私は商品開発と施工現場の両方を経験したことで、BESSが大切にしているソフトとハード両面からの家の在り方を考える機会が得られ、顧客理解も深まったんです。その結果、見た目の美しさ、安全性、作業効率などさまざまな観点を持って家作りができるようになりました。だからこそ今は、あのタイミングで決断してよかったと思っています」
平さんは今でも、チャンスがあれば営業部門やメンテナンス部門を経験してみたいと思うことがあるという。
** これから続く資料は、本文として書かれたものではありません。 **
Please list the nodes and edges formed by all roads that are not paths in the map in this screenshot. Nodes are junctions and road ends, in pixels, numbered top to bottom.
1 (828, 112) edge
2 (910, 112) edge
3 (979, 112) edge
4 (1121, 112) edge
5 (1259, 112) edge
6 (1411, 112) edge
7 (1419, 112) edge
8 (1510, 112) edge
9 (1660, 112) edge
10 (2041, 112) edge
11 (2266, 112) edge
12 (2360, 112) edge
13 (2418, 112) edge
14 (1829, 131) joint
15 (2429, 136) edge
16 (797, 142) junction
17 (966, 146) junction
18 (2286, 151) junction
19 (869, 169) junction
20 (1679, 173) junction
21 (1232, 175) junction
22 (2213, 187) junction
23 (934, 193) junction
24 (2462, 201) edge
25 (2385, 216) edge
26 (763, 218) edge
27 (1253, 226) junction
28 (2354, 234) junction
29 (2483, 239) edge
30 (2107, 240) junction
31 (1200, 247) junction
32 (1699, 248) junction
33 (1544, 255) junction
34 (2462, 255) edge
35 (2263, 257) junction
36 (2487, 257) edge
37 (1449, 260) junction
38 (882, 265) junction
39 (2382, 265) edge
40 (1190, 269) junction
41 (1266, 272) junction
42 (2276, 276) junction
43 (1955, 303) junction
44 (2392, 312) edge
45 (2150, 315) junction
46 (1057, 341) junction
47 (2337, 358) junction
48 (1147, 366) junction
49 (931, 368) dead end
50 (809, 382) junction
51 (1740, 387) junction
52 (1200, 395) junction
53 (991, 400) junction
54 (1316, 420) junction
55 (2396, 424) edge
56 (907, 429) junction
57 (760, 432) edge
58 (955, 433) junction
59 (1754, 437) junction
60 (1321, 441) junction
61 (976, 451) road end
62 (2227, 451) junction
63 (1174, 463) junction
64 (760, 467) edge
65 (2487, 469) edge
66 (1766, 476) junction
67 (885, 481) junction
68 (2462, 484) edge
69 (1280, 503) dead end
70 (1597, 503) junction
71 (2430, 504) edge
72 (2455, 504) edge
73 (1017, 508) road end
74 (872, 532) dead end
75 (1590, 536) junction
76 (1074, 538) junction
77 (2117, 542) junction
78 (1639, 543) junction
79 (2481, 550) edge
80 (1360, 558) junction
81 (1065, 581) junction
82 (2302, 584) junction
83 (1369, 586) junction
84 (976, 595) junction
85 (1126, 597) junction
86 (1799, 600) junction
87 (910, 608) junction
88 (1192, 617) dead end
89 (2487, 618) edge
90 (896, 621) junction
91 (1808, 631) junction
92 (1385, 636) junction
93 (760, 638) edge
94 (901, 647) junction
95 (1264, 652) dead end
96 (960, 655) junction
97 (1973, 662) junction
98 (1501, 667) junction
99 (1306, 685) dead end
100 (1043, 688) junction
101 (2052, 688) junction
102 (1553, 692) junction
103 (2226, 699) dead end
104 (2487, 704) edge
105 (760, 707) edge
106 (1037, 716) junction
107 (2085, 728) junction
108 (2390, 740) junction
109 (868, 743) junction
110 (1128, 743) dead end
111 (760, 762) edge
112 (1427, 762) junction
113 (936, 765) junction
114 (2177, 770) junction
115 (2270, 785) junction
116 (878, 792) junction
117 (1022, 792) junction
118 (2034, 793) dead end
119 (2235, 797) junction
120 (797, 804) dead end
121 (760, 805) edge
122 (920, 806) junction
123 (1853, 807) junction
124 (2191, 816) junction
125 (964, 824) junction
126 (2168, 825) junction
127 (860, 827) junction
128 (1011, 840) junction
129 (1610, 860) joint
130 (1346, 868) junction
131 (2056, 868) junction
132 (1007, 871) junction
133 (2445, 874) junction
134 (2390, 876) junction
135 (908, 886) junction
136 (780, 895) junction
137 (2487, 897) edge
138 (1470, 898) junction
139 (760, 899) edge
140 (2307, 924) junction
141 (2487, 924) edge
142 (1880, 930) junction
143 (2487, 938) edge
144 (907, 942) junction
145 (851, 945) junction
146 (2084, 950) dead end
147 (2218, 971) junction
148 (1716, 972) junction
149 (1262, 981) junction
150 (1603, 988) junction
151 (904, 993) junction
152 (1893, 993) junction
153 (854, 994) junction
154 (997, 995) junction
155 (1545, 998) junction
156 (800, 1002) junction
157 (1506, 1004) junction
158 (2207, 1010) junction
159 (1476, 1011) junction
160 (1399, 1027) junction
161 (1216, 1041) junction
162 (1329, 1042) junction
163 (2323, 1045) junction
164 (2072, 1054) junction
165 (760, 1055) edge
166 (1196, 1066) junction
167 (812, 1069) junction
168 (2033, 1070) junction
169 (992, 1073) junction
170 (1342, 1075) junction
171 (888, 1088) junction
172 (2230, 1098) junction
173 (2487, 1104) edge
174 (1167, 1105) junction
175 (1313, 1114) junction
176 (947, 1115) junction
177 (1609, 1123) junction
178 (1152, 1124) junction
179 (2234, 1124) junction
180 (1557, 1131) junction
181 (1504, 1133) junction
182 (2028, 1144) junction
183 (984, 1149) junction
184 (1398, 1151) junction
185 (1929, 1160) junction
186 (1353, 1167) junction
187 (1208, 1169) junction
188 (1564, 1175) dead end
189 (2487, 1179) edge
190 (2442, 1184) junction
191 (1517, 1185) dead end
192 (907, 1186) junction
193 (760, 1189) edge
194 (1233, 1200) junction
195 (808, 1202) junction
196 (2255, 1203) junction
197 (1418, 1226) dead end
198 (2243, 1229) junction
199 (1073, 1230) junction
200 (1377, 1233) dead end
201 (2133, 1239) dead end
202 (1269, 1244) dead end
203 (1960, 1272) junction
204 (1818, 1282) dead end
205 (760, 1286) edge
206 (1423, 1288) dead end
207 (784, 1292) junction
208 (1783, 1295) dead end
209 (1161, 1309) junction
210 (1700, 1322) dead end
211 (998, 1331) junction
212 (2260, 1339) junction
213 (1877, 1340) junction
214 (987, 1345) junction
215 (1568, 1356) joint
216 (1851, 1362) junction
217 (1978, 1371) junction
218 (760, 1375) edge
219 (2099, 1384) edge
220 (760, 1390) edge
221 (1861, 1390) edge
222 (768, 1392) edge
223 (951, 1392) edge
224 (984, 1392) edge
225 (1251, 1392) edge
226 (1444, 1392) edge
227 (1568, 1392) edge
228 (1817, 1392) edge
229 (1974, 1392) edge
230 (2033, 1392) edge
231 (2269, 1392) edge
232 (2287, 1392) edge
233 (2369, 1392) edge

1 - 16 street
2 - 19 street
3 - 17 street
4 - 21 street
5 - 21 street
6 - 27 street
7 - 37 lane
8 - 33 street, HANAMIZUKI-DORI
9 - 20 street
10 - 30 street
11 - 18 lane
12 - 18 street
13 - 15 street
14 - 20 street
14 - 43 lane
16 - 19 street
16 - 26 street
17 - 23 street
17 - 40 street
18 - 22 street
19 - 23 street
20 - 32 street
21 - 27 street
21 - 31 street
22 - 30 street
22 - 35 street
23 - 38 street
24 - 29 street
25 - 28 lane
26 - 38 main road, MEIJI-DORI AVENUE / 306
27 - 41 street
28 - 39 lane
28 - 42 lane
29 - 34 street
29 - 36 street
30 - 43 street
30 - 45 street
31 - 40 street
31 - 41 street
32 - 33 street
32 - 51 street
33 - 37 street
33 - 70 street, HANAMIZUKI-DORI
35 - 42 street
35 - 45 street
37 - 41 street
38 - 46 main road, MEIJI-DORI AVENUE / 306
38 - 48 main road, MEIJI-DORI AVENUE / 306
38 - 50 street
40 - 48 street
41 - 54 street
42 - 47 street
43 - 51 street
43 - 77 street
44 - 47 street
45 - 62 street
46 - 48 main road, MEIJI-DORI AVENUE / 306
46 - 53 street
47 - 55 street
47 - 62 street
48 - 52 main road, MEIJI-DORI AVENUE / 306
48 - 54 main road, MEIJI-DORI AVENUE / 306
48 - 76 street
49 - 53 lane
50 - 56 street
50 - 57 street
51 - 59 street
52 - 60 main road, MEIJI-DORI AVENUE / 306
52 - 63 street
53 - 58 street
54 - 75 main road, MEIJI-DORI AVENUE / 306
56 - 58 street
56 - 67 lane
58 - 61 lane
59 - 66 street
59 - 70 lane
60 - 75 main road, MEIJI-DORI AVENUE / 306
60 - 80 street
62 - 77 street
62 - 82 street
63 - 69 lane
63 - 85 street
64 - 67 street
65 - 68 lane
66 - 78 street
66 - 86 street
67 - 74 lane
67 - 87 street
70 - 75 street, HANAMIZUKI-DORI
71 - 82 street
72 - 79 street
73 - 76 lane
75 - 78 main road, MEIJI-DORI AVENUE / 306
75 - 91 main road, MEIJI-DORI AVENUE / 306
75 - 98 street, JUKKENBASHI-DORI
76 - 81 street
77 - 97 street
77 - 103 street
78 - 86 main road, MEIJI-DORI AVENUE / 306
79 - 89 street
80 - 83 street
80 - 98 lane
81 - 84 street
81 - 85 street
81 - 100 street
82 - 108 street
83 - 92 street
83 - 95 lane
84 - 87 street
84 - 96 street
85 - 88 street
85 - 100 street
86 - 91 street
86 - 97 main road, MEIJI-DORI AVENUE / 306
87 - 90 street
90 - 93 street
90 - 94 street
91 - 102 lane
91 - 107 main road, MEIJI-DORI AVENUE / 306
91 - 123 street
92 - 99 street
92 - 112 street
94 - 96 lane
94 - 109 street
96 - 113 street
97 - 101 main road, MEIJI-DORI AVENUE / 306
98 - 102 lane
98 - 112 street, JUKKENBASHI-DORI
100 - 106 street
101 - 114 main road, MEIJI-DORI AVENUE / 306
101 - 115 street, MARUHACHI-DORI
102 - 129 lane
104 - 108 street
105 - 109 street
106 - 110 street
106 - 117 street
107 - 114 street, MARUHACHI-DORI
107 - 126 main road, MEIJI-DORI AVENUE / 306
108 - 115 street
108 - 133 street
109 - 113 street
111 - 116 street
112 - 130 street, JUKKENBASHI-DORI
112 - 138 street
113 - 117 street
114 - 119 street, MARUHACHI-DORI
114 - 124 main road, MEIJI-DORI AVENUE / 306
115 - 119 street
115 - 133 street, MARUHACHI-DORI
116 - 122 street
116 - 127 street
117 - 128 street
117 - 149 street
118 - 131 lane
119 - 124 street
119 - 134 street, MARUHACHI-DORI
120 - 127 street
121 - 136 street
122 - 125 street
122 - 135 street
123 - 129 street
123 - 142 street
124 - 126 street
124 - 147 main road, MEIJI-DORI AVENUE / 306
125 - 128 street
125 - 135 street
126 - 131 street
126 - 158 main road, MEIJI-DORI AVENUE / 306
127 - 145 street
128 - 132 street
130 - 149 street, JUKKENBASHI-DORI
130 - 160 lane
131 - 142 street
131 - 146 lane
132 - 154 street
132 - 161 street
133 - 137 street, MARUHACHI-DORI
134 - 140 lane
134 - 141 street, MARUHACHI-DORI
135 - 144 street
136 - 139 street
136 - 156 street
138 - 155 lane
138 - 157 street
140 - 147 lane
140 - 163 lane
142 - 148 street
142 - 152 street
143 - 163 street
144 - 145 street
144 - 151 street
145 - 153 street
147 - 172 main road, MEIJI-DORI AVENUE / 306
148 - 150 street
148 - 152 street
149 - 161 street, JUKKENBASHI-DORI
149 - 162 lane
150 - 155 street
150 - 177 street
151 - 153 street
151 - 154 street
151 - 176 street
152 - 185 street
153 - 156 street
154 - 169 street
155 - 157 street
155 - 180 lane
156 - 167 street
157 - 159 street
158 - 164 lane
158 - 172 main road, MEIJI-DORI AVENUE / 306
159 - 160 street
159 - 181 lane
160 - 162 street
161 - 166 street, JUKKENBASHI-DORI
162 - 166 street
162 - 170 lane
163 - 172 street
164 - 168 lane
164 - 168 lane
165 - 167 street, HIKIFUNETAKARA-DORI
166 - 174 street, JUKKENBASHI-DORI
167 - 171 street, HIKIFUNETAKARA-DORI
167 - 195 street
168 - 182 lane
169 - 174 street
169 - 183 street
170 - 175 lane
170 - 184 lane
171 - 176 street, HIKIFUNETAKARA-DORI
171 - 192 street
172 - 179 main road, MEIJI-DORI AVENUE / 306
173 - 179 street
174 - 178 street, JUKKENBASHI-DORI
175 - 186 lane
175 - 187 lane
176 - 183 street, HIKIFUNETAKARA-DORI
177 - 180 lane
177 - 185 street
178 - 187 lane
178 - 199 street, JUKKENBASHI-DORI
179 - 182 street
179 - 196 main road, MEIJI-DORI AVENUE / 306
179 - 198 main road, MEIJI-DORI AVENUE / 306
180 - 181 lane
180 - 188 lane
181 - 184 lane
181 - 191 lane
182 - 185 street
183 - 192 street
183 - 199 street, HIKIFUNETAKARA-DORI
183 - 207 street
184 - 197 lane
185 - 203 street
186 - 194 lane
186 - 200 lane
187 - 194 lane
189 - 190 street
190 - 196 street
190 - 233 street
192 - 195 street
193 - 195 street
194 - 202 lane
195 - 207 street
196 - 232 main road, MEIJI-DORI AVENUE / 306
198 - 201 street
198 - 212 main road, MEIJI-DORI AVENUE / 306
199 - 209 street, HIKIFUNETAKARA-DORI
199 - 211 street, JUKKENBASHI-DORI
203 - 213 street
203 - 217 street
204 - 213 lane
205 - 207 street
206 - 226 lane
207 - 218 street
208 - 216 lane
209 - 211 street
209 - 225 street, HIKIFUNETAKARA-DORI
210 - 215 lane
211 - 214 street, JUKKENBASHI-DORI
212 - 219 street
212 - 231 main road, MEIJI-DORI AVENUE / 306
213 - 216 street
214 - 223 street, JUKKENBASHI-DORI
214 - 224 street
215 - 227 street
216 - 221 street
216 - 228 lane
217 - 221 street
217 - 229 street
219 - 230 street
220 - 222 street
「あらゆる利害関係にある人の気持ちや立場を理解することで、かえって決断しづらくなる場面もあるかもしれません。それでも豊かな知識と幅広い経験があって初めて最適解が導けると信じている。だからこれからも好奇心を失わず、いろいろなことに挑戦し続けるつもりです」
学習欲と成長欲が強い平さんだが、自らの能力を高めるためにもう一つ大切にしていることがあるという。それは自らの意思でキャリアを選択することだ。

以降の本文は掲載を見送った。